CVE-2021-22185: 
GitLab vulnerability analysis and mitigation

A stored cross-site scripting (XSS) vulnerability was discovered in GitLab versions 13.8 and above, identified as CVE-2021-22185. The vulnerability was disclosed on March 24, 2021, and affects both GitLab Community Edition (CE) and Enterprise Edition (EE). The issue stems from insufficient input sanitization in the wiki functionality (GitLab Release, NVD).

The vulnerability is classified as a stored XSS vulnerability (CWE-79) that occurs due to improper neutralization of input during web page generation. The CVSS v3.1 base score is 5.4 (Medium), with the vector string CVSS:3.1/AV:N/AC:L/PR:L/UI:R/S:C/C:L/I:L/A:N. The CVSS v2.0 score is 3.5 (Low) with the vector (AV:N/AC:M/Au:S/C:N/I:P/A:N) (NVD).
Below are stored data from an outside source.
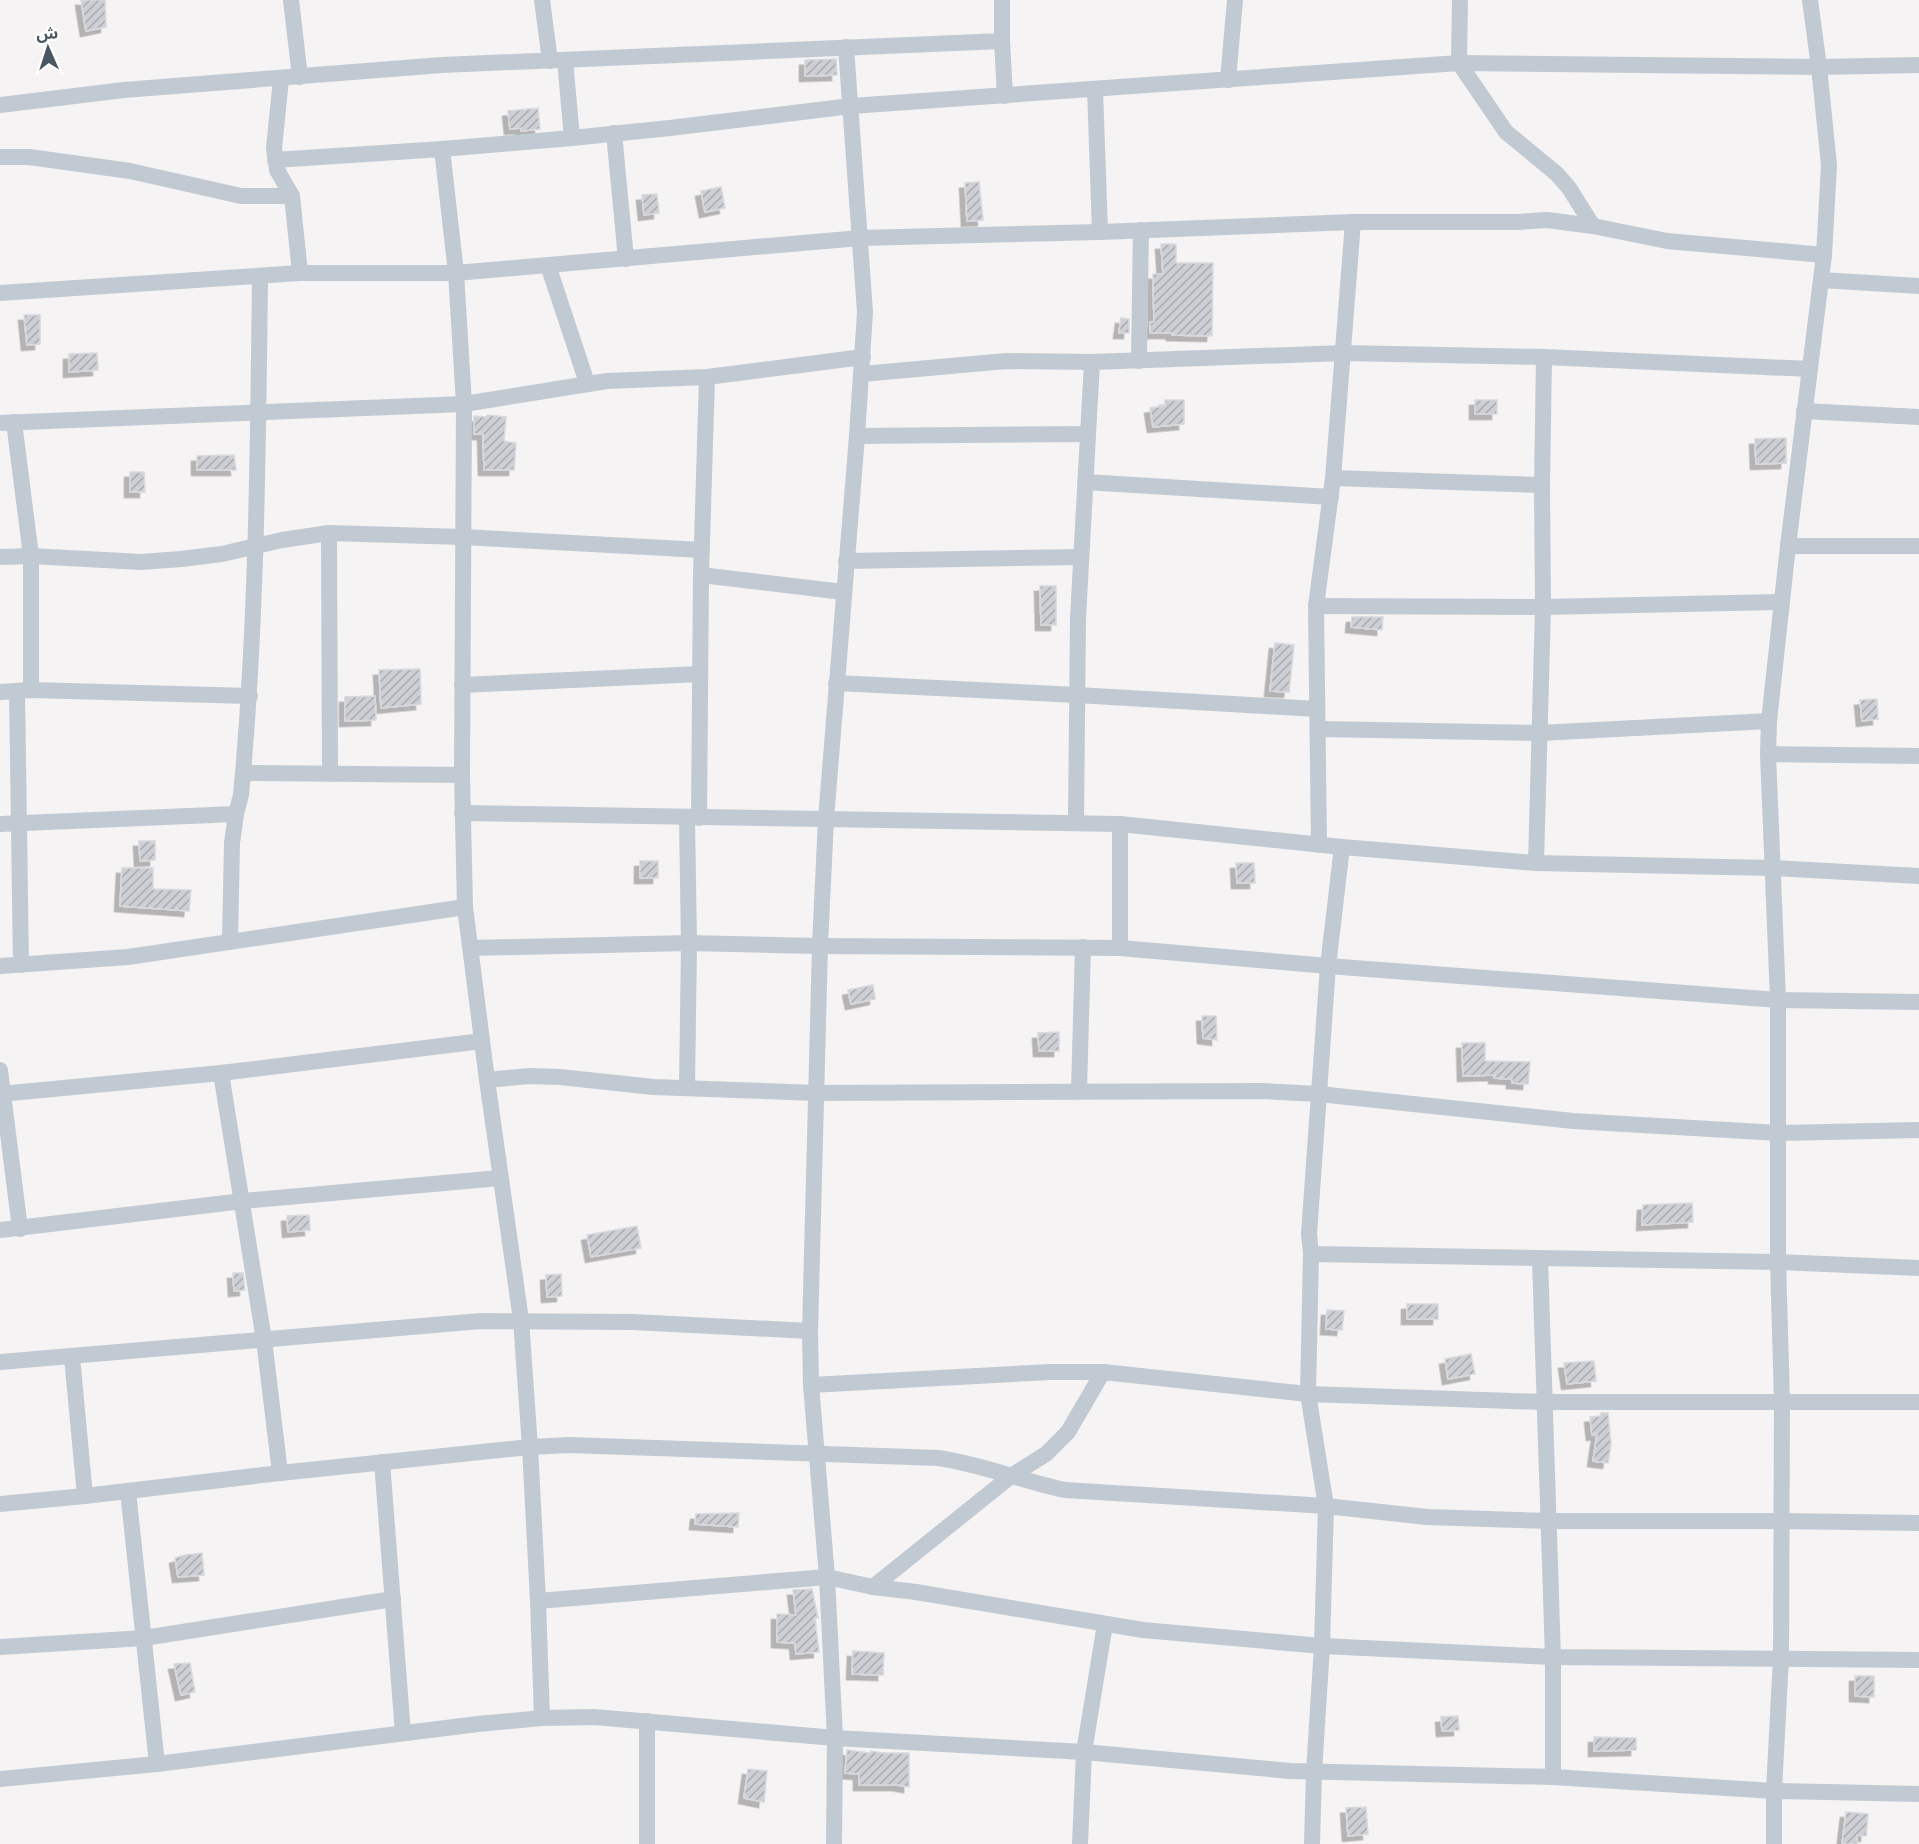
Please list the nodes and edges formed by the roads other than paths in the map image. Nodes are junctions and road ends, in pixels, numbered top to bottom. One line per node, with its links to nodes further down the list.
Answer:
1 (291, 0): 13 (street)
2 (542, 0): 9 (street)
3 (1002, 0): 7 (street)
4 (1235, 0): 15 (street)
5 (1460, 0): 10 (street)
6 (1810, 0): 12 (street)
7 (1002, 41): 8 (street); 17 (street)
8 (846, 47): 9 (street); 19 (street)
9 (558, 60): 13 (street); 21 (street)
10 (1459, 63): 12 (street); 15 (street); 27 (street)
11 (1919, 65): 12 (street)
12 (1819, 66): 31 (street)
13 (300, 77): 14 (street)
14 (281, 79): 18 (street); 24 (street)
15 (1228, 80): 16 (street)
16 (1095, 89): 17 (street); 29 (street)
17 (1005, 96): 19 (street)
18 (0, 105)
19 (850, 106): 20 (street); 30 (street)
20 (614, 133): 21 (street); 32 (street)
21 (572, 138): 22 (street)
22 (442, 149): 24 (street); 35 (street)
23 (0, 157): 25 (street)
24 (275, 160): 25 (street)
25 (292, 196): 34 (street)
26 (1353, 222): 27 (street); 28 (street); 40 (street)
27 (1593, 226): 31 (street)
28 (1141, 230): 29 (street); 43 (street)
29 (1100, 232): 30 (street)
30 (860, 238): 32 (street); 41 (street)
31 (1824, 255): 37 (street)
32 (626, 259): 33 (street)
33 (548, 265): 35 (street); 48 (street)
34 (300, 273): 35 (street); 36 (street)
35 (456, 273): 49 (street)
36 (261, 276): 39 (street); 51 (street)
37 (1821, 280): 38 (street); 45 (street)
38 (1919, 286)
39 (0, 293)
40 (1344, 353): 42 (street); 43 (street); 56 (street)
41 (863, 357): 46 (street); 47 (street)
42 (1544, 357): 45 (street); 58 (street)
43 (1139, 361): 44 (street)
44 (1092, 362): 46 (street); 54 (street)
45 (1810, 369): 50 (street)
46 (862, 374): 55 (street)
47 (707, 376): 48 (street); 65 (street)
48 (587, 383): 49 (street)
49 (464, 404): 51 (street); 61 (street)
50 (1804, 411): 52 (street); 63 (street)
51 (258, 413): 53 (street); 62 (street)
52 (1919, 417)
53 (7, 423): 66 (street)
54 (1088, 434): 55 (street); 57 (street)
55 (857, 436): 69 (street)
56 (1333, 478): 58 (street); 59 (street)
57 (1085, 482): 59 (street); 68 (street)
58 (1542, 485): 74 (street)
59 (1331, 496): 73 (street)
60 (329, 533): 61 (street); 62 (street); 88 (street)
61 (462, 537): 65 (street); 77 (street)
62 (255, 546): 66 (street); 80 (street)
63 (1788, 546): 64 (street); 72 (street)
64 (1919, 546)
65 (702, 550): 70 (street)
66 (31, 556): 67 (street); 78 (street)
67 (0, 557)
68 (1081, 557): 69 (street); 79 (street)
69 (846, 561): 71 (street)
70 (701, 575): 71 (street); 75 (street)
71 (843, 592): 76 (street)
72 (1782, 602): 74 (street); 82 (street)
73 (1316, 606): 74 (street); 81 (street)
74 (1542, 607): 84 (street)
75 (700, 674): 77 (street); 92 (street)
76 (836, 683): 79 (street); 93 (street)
77 (462, 685): 89 (street)
78 (16, 691): 80 (street); 94 (street)
79 (1077, 695): 81 (street); 95 (street)
80 (249, 696): 87 (street)
81 (1317, 709): 83 (street)
82 (1769, 721): 84 (street); 85 (street)
83 (1318, 729): 84 (street); 98 (street)
84 (1540, 733): 100 (street)
85 (1768, 754): 86 (street); 101 (street)
86 (1919, 756)
87 (243, 773): 88 (street); 91 (street)
88 (330, 774): 89 (street)
89 (462, 775): 90 (street)
90 (462, 813): 92 (street); 103 (street)
91 (236, 814): 94 (street); 104 (street)
92 (693, 818): 93 (street); 105 (street)
93 (826, 819): 95 (street); 106 (street)
94 (20, 822): 96 (street); 110 (street)
95 (1076, 822): 97 (street)
96 (0, 824)
97 (1120, 824): 98 (street); 109 (street)
98 (1319, 844): 99 (street)
99 (1342, 847): 100 (street); 112 (street)
100 (1536, 863): 101 (street)
101 (1773, 868): 102 (street); 113 (street)
102 (1919, 876)
103 (465, 907): 104 (street); 108 (street)
104 (230, 942): 110 (street)
105 (689, 944): 106 (street); 108 (street); 119 (street)
106 (820, 946): 107 (street); 122 (street)
107 (1083, 947): 109 (street); 120 (street)
108 (471, 948): 115 (street)
109 (1120, 948): 112 (street)
110 (21, 965): 111 (street)
111 (0, 966)
112 (1328, 966): 113 (street); 123 (street)
113 (1778, 1000): 114 (street); 125 (street)
114 (1919, 1002)
115 (482, 1041): 117 (street); 118 (street)
116 (0, 1070): 121 (street)
117 (221, 1073): 121 (street); 127 (street)
118 (486, 1080): 119 (street); 126 (street)
119 (687, 1088): 122 (street)
120 (1080, 1091): 122 (street); 123 (street)
121 (2, 1094): 128 (street)
122 (816, 1094): 135 (street)
123 (1319, 1094): 125 (street); 130 (street)
124 (1919, 1130): 125 (street)
125 (1779, 1133): 132 (street)
126 (500, 1178): 127 (street); 134 (street)
127 (243, 1201): 128 (street); 136 (street)
128 (20, 1229): 129 (street)
129 (0, 1230)
130 (1311, 1254): 131 (street); 141 (street)
131 (1540, 1259): 132 (street); 143 (street)
132 (1778, 1262): 133 (street); 142 (street)
133 (1919, 1268)
134 (520, 1320): 135 (street); 136 (street); 145 (street)
135 (810, 1331): 140 (street)
136 (264, 1340): 137 (street); 148 (street)
137 (72, 1357): 138 (street); 151 (street)
138 (0, 1362)
139 (1103, 1372): 140 (street); 141 (street); 149 (street)
140 (811, 1385): 146 (street)
141 (1308, 1394): 143 (street); 153 (street)
142 (1782, 1401): 143 (street); 144 (street); 155 (street)
143 (1544, 1402): 154 (street)
144 (1919, 1402)
145 (530, 1447): 146 (street); 147 (street); 160 (street)
146 (817, 1452): 149 (street); 157 (street)
147 (382, 1462): 148 (street); 159 (street)
148 (280, 1473): 150 (street)
149 (1011, 1476): 153 (street); 158 (street)
150 (128, 1491): 151 (street); 162 (street)
151 (85, 1496): 152 (street)
152 (0, 1504)
153 (1326, 1506): 154 (street); 163 (street)
154 (1548, 1521): 155 (street); 165 (street)
155 (1781, 1521): 156 (street); 166 (street)
156 (1919, 1523)
157 (827, 1577): 158 (street); 160 (street); 171 (street)
158 (873, 1587): 161 (street)
159 (393, 1599): 162 (street); 170 (street)
160 (538, 1601): 168 (street)
161 (1105, 1624): 163 (street); 172 (street)
162 (144, 1638): 164 (street); 173 (street)
163 (1322, 1646): 165 (street); 174 (street)
164 (0, 1647)
165 (1553, 1657): 166 (street); 175 (street)
166 (1781, 1657): 167 (street); 177 (street)
167 (1919, 1660)
168 (542, 1718): 169 (street); 170 (street)
169 (647, 1721): 171 (street); 179 (street)
170 (403, 1733): 173 (street)
171 (835, 1738): 172 (street); 180 (street)
172 (1084, 1752): 174 (street); 181 (street)
173 (157, 1764): 176 (street)
174 (1314, 1772): 175 (street); 182 (street)
175 (1553, 1777): 177 (street)
176 (0, 1779)
177 (1774, 1791): 178 (street); 183 (street)
178 (1919, 1794)
179 (646, 1844)
180 (834, 1844)
181 (1080, 1844)
182 (1312, 1844)
183 (1773, 1844)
The vulnerability allows an attacker to exploit a stored cross-site scripting vulnerability through a specially-crafted commit to a wiki. This could potentially lead to the execution of malicious scripts in the context of other users' browsers who view the affected wiki pages (GitLab Release).

GitLab addressed this vulnerability in versions 13.9.2, 13.8.5, and 13.7.8. Organizations running affected versions are strongly recommended to upgrade to these patched versions immediately. The fix was released on March 4, 2021, as part of a security release (GitLab Release).

The vulnerability was reported through GitLab's HackerOne bug bounty program by researcher @yvvdwf. GitLab acknowledged and addressed the vulnerability promptly through their security release process (GitLab Release).